[WHAT THIS TASK INVOLVES]: Across the records that follow, how many lines contain the string "Avenue"? Answer with the number only.

*** GIVEN RECORDS ***

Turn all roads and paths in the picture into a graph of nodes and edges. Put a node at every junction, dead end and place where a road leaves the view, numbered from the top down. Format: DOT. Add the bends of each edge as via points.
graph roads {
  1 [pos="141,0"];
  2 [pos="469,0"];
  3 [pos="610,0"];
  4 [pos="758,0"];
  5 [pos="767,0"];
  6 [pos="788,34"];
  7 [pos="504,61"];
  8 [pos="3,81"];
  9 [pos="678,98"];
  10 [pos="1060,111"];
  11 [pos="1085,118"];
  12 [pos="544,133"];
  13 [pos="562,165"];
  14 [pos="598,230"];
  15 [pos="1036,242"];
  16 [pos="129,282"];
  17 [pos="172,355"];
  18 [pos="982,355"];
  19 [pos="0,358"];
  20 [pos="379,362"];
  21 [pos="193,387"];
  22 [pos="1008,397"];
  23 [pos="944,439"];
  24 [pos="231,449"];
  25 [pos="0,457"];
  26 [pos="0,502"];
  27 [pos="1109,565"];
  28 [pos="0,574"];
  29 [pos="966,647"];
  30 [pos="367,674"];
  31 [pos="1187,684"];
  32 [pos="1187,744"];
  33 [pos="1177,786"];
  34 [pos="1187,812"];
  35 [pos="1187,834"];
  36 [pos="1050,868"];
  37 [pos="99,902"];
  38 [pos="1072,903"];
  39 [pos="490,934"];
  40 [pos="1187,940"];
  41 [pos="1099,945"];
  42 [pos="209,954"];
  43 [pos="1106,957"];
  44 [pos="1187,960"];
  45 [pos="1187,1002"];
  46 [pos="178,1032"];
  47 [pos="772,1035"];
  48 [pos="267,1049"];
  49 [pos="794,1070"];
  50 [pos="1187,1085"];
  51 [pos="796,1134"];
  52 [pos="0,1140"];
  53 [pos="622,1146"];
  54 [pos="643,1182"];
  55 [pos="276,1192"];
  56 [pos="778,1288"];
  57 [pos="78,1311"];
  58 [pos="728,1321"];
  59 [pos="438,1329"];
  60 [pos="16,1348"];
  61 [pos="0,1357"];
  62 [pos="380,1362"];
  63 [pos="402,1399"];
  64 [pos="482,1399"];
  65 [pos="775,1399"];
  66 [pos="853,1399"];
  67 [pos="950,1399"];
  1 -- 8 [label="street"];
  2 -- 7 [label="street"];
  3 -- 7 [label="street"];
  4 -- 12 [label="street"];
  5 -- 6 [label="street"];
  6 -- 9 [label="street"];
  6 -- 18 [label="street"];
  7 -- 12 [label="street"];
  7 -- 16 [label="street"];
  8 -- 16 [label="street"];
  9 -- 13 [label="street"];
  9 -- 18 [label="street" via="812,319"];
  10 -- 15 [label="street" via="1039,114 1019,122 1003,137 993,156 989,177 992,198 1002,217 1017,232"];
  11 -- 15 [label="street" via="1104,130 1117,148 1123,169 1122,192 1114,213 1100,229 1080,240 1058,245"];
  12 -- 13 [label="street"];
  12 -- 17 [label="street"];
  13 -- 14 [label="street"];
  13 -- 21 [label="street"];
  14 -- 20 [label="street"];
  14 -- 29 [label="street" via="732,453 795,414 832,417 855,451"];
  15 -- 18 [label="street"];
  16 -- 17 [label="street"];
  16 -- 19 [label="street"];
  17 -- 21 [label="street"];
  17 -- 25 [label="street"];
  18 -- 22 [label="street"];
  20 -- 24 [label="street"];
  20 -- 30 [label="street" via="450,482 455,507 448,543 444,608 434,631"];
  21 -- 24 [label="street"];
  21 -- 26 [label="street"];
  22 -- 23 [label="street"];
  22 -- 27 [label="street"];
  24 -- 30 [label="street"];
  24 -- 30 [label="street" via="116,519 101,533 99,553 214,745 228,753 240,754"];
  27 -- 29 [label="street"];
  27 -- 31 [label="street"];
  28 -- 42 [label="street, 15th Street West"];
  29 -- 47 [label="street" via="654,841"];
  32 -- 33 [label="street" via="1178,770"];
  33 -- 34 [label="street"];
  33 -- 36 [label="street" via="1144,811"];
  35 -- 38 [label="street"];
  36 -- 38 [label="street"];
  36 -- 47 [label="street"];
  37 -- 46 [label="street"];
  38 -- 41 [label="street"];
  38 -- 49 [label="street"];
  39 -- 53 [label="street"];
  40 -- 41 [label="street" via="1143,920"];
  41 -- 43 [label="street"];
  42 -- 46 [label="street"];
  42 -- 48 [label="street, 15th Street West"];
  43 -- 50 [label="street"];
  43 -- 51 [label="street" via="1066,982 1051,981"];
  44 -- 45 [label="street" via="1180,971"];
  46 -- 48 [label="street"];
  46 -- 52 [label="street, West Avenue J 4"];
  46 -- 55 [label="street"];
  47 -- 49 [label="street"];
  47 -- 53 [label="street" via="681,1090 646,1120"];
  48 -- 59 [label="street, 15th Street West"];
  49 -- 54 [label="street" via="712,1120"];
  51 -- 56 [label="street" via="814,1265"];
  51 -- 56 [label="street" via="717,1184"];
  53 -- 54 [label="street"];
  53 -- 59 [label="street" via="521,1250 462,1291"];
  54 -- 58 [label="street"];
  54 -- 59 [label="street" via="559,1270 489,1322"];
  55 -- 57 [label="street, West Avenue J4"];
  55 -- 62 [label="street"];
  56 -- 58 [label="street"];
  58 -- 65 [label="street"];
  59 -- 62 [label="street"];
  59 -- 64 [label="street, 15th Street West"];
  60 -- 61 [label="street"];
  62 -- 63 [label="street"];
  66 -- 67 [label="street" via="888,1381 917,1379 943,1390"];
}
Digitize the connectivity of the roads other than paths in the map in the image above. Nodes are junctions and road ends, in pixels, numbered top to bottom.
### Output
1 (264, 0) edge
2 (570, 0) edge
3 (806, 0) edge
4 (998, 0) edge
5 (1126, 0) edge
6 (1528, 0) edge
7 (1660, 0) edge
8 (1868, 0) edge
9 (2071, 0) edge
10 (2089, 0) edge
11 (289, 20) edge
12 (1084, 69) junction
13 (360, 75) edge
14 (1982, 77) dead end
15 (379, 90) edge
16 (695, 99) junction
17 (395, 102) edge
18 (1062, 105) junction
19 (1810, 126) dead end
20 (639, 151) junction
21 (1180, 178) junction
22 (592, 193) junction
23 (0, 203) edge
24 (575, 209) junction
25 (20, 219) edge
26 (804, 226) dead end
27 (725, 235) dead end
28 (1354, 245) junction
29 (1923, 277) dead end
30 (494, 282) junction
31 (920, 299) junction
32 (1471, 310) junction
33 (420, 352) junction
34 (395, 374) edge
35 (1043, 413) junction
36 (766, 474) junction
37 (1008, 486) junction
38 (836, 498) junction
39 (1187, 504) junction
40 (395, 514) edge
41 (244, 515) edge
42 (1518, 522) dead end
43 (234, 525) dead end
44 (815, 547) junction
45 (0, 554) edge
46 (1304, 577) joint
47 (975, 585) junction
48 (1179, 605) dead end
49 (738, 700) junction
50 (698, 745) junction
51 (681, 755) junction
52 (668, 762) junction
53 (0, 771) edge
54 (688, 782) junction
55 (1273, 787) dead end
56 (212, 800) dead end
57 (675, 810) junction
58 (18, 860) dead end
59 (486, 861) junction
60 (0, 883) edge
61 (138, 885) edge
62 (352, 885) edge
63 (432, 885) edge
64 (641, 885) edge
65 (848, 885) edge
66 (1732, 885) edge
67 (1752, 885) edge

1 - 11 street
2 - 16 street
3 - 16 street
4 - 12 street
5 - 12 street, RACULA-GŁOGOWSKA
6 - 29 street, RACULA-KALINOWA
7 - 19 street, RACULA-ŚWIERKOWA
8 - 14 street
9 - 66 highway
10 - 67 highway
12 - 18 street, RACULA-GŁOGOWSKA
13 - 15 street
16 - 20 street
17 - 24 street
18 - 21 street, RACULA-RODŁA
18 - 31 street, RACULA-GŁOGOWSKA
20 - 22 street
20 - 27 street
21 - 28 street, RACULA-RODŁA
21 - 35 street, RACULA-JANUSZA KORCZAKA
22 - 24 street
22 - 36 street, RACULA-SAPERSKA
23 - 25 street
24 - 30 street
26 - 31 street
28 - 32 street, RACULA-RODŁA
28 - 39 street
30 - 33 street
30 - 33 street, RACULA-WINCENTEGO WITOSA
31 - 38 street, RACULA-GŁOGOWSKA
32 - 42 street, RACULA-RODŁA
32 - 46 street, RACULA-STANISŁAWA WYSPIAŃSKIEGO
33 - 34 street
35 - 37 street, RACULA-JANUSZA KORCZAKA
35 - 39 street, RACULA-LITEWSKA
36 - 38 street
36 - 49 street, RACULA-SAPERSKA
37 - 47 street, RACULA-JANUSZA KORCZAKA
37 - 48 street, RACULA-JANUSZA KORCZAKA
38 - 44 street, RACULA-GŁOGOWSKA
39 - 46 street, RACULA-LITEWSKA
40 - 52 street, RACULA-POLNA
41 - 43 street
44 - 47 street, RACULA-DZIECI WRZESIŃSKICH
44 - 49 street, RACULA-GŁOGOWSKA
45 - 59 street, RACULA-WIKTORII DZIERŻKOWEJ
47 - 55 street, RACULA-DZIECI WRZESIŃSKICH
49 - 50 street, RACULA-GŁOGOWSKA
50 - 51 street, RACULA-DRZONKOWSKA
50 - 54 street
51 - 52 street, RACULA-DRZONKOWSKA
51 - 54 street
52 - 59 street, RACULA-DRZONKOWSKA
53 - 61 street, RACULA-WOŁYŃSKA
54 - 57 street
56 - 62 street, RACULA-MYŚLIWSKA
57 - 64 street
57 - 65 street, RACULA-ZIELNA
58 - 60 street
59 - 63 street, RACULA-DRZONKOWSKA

***

[WORKED SOLUTION]: 2